- [TASK TO COMPLETE]:
From the entries below, work out the number of lines that hold the word "Santa", and give that number alone.

■ ■ ■ ■ ■ ■ ■

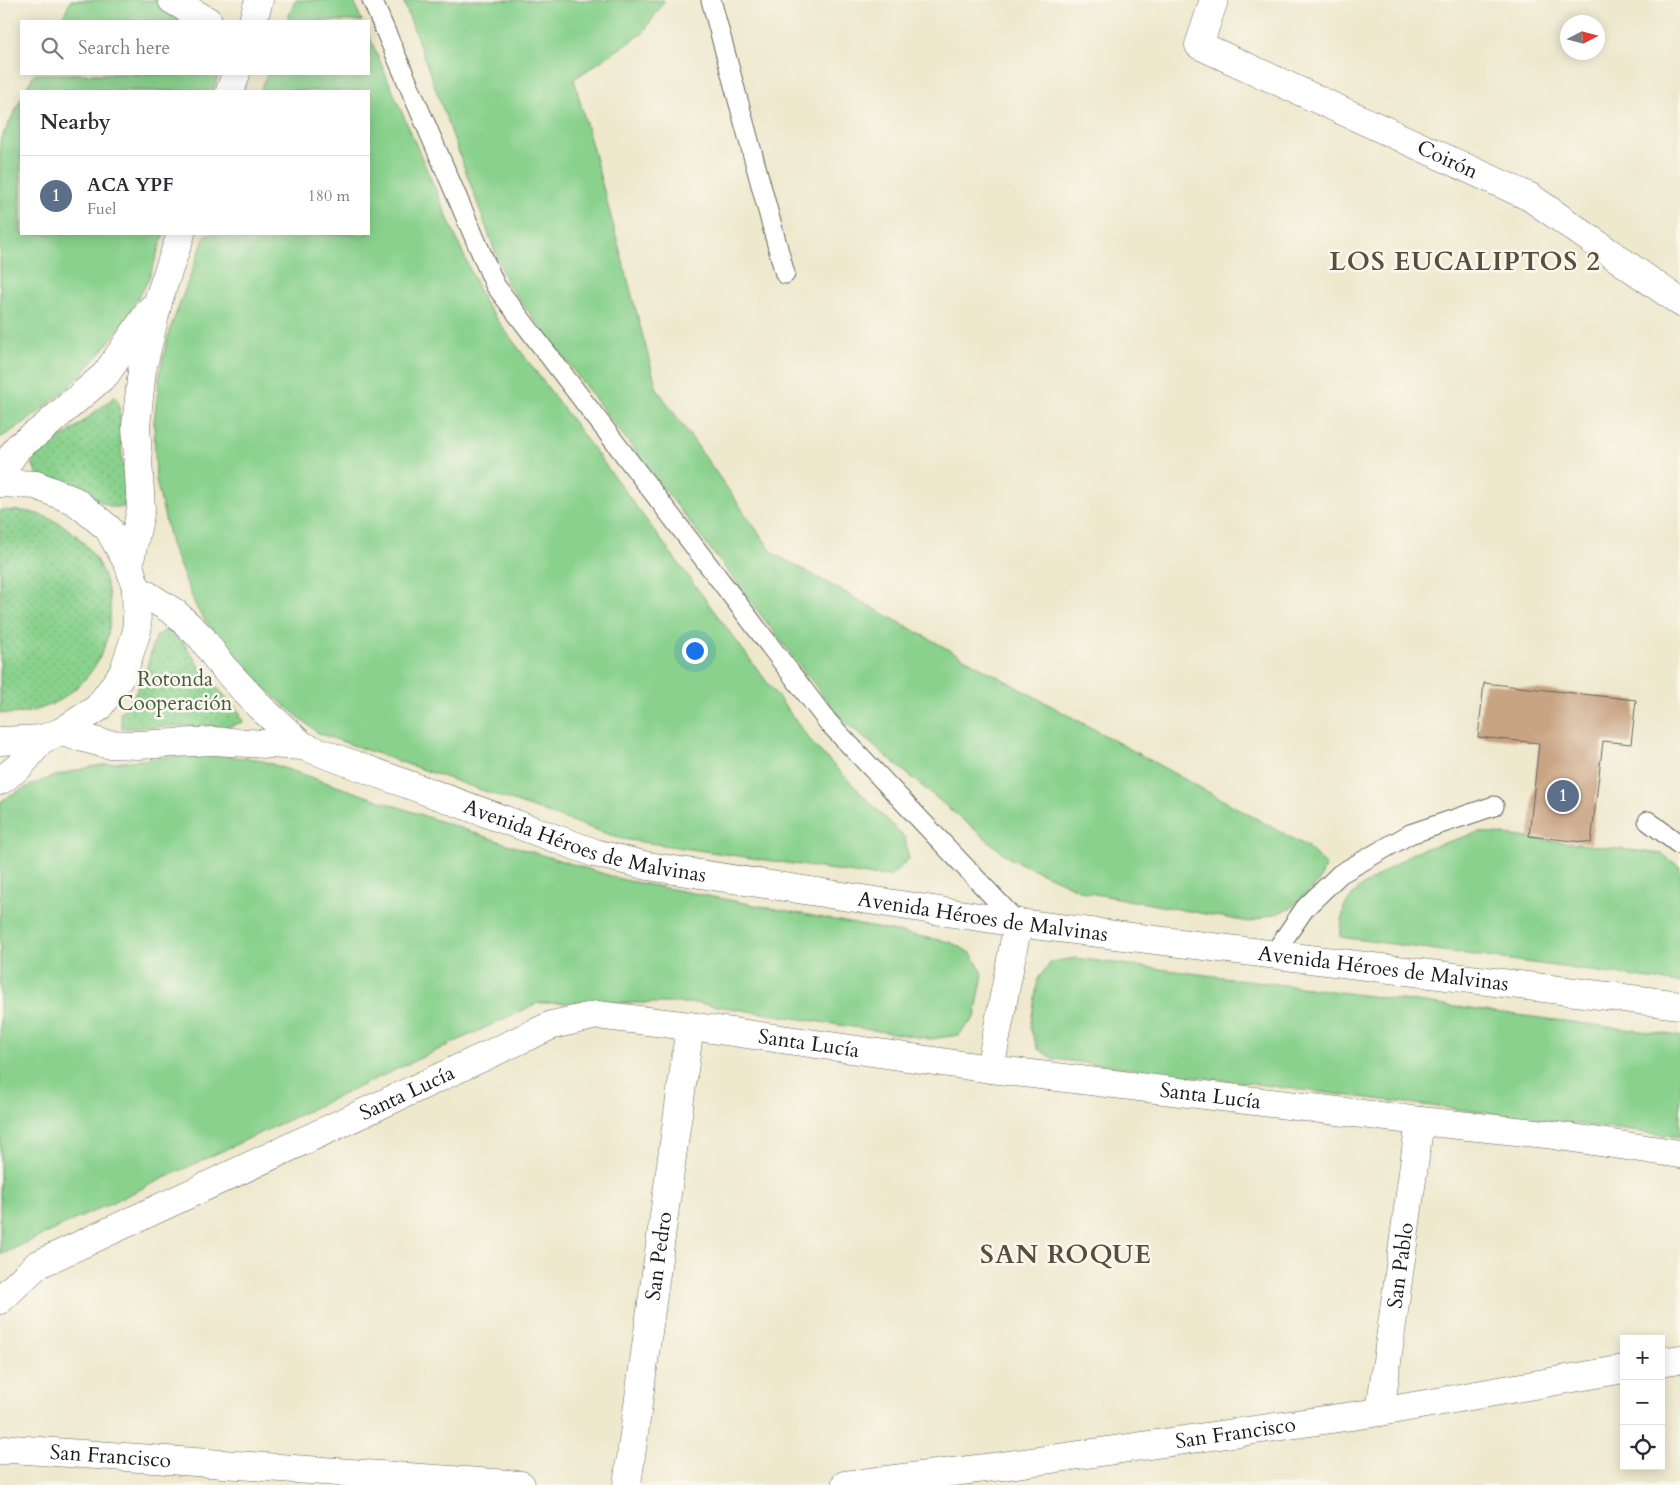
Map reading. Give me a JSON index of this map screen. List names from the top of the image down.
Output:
{
  "streets": {
    "street": [
      "Coirón",
      "Avenida Héroes de Malvinas",
      "Santa Lucía",
      "San Pedro",
      "San Pablo",
      "San Francisco"
    ]
  },
  "crossings": [
    ["Santa Lucía", "San Pedro"],
    ["Santa Lucía", "San Pablo"],
    ["San Pablo", "San Francisco"]
  ],
  "districts": ["LOS EUCALIPTOS 2", "SAN ROQUE"],
  "parks": ["Rotonda Cooperación"],
  "north": "right",
  "page": {
    "search": "Search here",
    "heading": "Nearby",
    "list": [
      {
        "mark": "1",
        "name": "ACA YPF",
        "note": "Fuel",
        "value": "180 m"
      }
    ],
    "pins": "1",
    "map_buttons": ["+", "−"]
  }
}
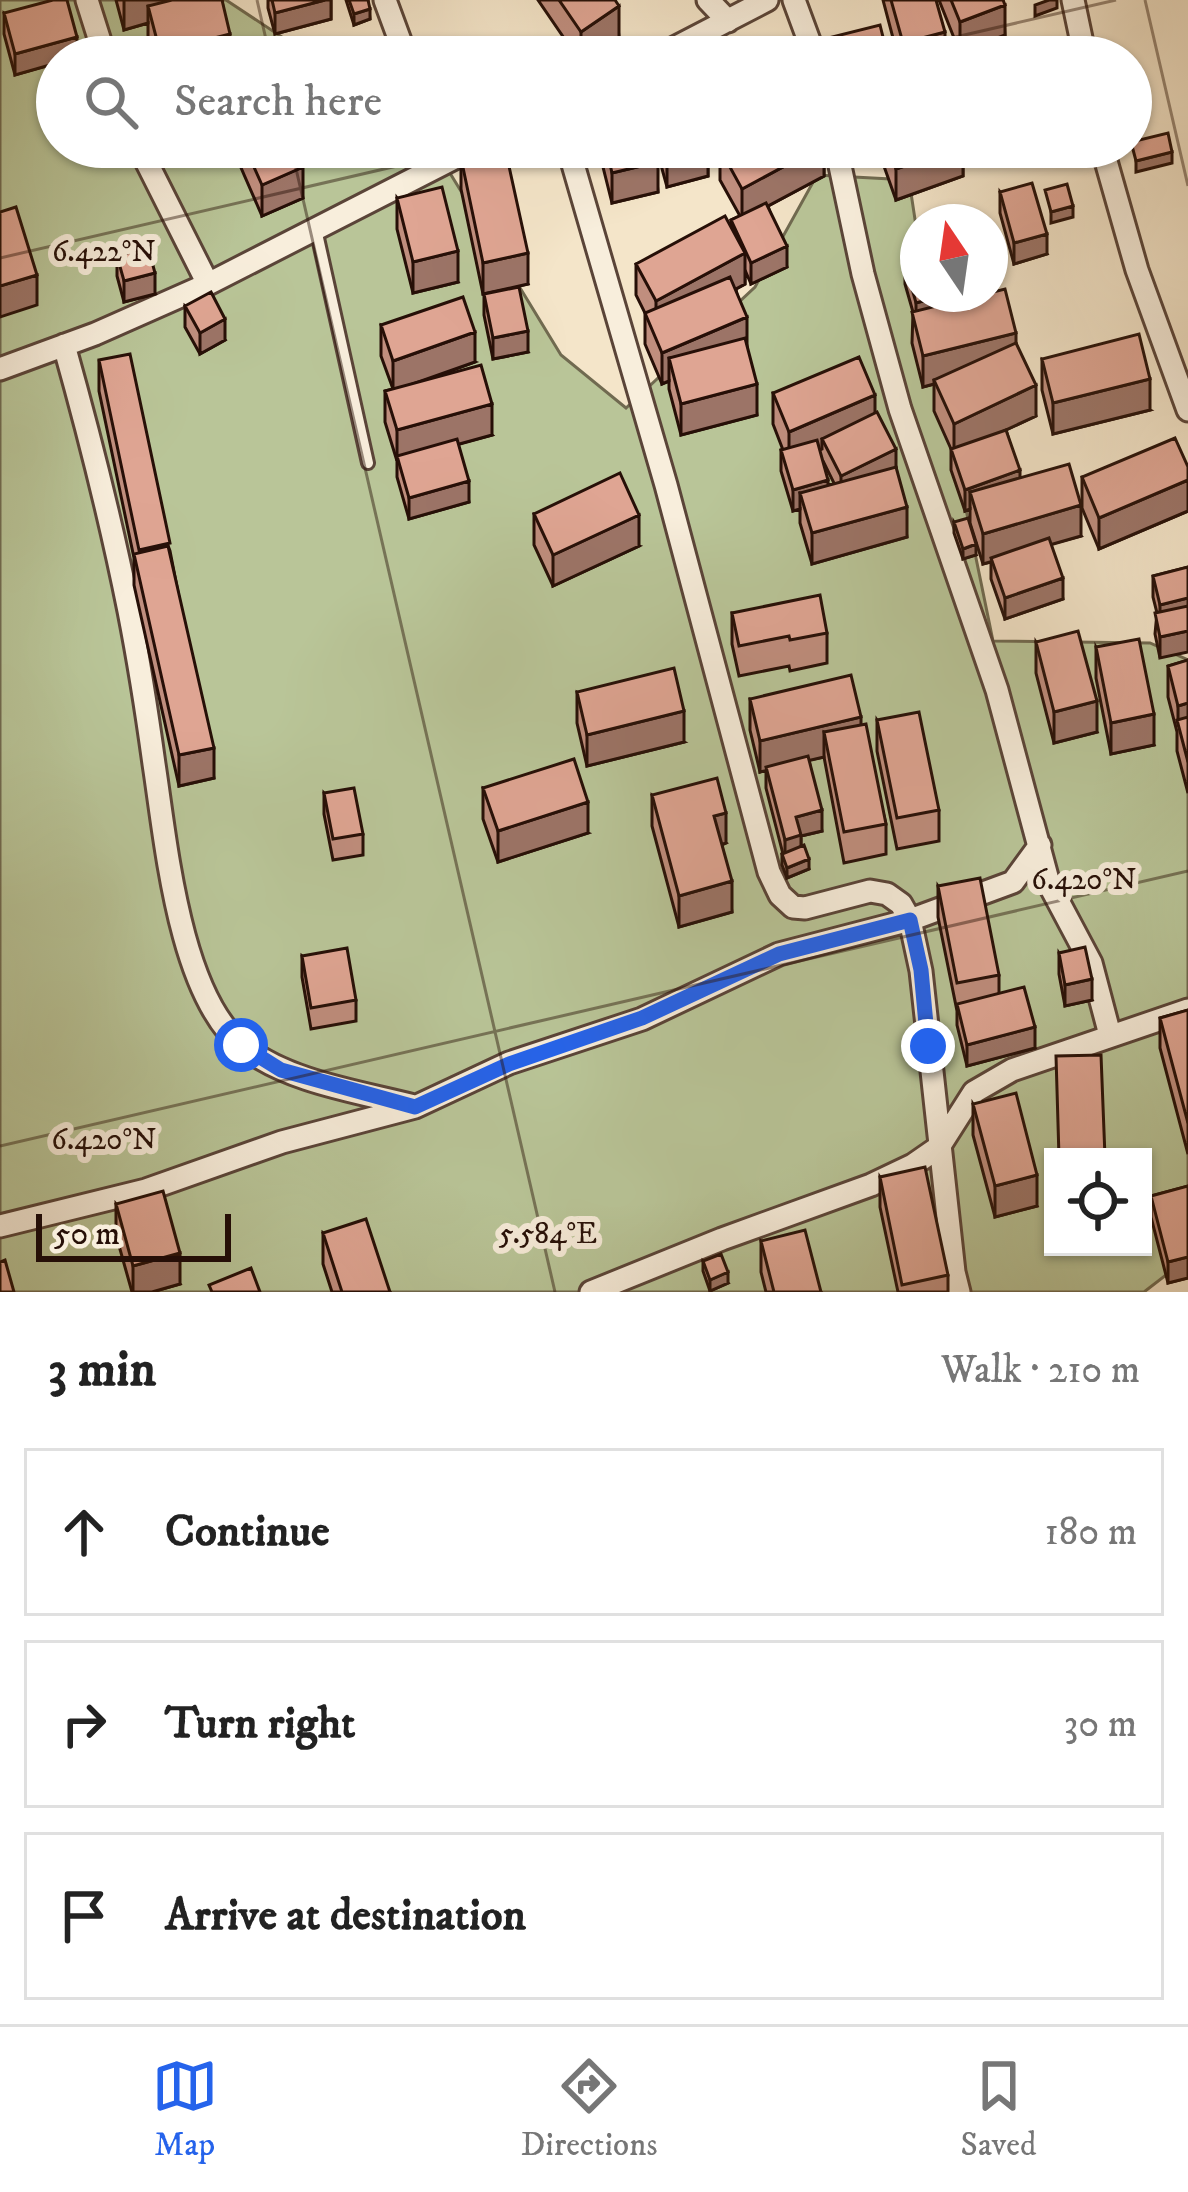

■ ■ ■ ■ ■ ■ ■

- [REPLY]:
3